**EXERCISE OBJECTIVE:**
Exactly as they stand, repeat the lines from the one containing "thumb tip: (230, 146)" through the final line of the listing, both ends included, and nothing else; skip the pictures.

DATA FOR REVIEW START

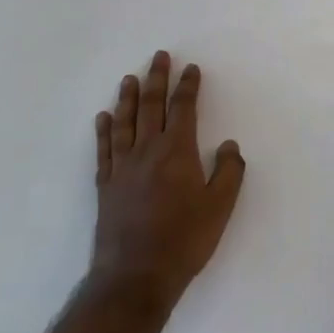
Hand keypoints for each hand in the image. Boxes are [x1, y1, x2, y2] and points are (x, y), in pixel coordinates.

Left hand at [91, 51, 245, 313]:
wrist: (135, 275)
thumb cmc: (184, 240)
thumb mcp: (220, 208)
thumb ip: (229, 173)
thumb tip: (230, 146)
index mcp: (177, 152)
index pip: (183, 109)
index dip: (188, 87)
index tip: (191, 68)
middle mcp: (147, 150)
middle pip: (152, 106)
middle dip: (157, 79)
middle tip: (159, 57)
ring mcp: (122, 167)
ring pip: (125, 122)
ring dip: (128, 98)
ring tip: (130, 78)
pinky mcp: (105, 185)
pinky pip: (104, 149)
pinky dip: (103, 130)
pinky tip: (103, 117)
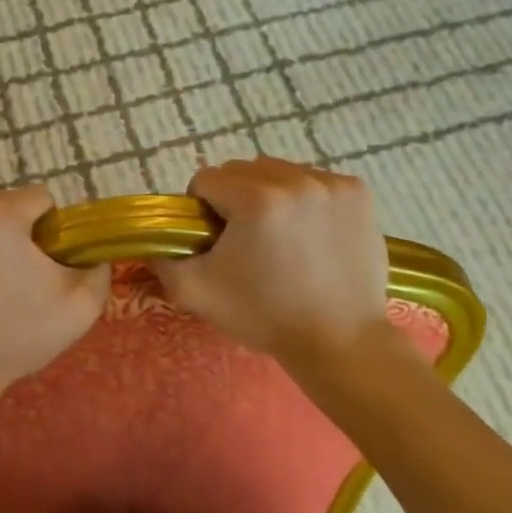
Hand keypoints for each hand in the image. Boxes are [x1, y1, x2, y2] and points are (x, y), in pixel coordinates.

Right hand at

DATA FOR REVIEW END

**EXPECTED ANSWER:**
thumb tip: (230, 146)
index mcp: (177, 152)
index pip: (183, 109)
index dip: (188, 87)
index tip: (191, 68)
middle mcp: (147, 150)
middle pip: (152, 106)
middle dip: (157, 79)
middle tip: (159, 57)
ring mcp: (122, 167)
ring pip: (125, 122)
ring dip: (128, 98)
ring tip: (130, 78)
pinky mcp: (105, 185)
pinky pip: (104, 149)
pinky dip: (103, 130)
pinky tip: (103, 117)
Hand keypoints for each hand in the image. Boxes are [x1, y1, x2, y2] and points are (x, y), in pixel coordinates.

Right hand at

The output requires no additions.